Transaction Multiple Damages in Delaware: Zayo v. Latisys

Chris Walton Written by Chris Walton, JD
Chris Walton
Chris Walton, JD
President & CEO
Chris Walton, JD, is President and CEO and co-founded Eton Venture Services in 2010 to provide mission-critical valuations to private companies. He leads a team that collaborates closely with each client’s leadership, board of directors, legal counsel, and independent auditors to develop detailed financial models and create accurate, audit-ready valuations.

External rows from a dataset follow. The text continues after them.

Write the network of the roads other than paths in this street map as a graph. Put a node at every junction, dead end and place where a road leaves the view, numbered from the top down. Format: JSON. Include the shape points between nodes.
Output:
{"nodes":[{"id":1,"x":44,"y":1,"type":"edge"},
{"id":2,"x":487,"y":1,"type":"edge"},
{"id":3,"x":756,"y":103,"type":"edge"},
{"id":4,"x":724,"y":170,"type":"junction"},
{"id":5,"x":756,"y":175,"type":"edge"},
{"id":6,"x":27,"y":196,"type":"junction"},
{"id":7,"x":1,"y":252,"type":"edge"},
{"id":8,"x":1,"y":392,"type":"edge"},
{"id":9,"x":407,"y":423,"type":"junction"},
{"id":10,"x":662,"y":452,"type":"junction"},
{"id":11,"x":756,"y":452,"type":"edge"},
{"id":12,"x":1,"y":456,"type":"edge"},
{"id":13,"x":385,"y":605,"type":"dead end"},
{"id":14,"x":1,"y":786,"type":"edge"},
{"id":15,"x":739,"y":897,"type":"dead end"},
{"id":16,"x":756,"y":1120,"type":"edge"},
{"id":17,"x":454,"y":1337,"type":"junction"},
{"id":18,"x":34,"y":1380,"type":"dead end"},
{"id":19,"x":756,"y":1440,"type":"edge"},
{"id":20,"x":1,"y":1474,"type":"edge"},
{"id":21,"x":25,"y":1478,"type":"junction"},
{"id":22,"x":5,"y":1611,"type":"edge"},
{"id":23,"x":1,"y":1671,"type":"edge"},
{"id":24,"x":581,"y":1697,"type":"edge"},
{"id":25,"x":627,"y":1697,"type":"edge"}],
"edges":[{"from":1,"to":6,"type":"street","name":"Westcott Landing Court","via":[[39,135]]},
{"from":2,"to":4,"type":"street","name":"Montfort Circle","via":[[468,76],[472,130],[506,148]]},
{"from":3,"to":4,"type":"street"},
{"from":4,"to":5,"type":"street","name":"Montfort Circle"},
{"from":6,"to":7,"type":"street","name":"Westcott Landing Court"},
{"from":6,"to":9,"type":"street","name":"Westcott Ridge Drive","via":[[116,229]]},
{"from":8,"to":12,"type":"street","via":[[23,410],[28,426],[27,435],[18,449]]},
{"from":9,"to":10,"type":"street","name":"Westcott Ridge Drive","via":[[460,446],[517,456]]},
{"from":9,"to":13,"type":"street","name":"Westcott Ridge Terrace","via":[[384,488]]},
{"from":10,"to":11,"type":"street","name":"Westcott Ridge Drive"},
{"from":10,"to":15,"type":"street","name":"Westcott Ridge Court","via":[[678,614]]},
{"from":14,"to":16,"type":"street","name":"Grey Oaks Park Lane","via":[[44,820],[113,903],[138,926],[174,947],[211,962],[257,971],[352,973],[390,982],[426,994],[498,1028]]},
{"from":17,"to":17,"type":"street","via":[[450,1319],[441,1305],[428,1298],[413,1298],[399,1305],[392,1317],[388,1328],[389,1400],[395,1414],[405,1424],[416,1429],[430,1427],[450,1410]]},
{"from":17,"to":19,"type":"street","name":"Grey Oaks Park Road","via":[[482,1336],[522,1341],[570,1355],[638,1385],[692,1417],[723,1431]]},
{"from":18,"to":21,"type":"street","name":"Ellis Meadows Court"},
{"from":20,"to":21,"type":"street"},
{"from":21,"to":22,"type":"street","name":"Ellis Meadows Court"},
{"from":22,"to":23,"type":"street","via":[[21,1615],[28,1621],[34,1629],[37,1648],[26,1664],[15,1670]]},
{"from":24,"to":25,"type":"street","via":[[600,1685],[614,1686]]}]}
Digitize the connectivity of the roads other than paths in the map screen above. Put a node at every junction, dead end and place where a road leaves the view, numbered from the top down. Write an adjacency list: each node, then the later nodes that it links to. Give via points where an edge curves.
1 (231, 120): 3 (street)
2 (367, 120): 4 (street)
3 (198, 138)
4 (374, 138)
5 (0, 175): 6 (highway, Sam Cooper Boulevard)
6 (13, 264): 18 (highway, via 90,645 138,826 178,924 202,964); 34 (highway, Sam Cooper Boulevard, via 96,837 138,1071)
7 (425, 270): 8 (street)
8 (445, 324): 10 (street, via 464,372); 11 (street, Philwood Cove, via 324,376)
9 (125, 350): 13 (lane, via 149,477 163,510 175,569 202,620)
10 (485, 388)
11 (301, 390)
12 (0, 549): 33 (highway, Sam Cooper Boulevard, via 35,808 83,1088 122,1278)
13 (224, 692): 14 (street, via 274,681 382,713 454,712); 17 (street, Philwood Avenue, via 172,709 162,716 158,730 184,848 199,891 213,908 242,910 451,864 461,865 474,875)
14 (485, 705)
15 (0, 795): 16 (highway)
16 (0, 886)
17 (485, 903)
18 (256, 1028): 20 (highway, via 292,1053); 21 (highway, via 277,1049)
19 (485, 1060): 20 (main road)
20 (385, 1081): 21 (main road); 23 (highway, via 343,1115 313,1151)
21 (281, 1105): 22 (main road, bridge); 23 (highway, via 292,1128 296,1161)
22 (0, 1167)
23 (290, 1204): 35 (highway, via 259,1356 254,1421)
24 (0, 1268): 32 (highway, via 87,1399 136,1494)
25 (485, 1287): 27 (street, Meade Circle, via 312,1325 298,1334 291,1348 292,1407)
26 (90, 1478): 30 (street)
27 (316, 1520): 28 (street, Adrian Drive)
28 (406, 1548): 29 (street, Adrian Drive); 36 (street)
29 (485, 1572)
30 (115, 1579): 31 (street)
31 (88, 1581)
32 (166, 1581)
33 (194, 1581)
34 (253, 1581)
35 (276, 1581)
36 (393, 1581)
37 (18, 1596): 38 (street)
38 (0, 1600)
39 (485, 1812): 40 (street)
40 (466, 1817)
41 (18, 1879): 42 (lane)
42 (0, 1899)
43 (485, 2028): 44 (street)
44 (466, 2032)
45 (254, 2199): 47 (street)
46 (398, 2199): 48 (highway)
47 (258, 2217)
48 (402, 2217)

Chris has led thousands of valuations, including for equity securities, intangible assets, financial instruments, investment valuations, business valuations for tax compliance and financial reporting compliance, as well as fairness and solvency opinions.

Read my full bio here.

Caveat Emptor Still Means Something: What Zayo v. Latisys Teaches About SPA Drafting and Post-Closing Damages

You close a $675 million acquisition. Within months you learn that several of the target’s largest customers had cancelled or scaled back their contracts before closing — and no one told you. You put the overpayment at $22 million. You sue for breach of the purchase agreement. You lose.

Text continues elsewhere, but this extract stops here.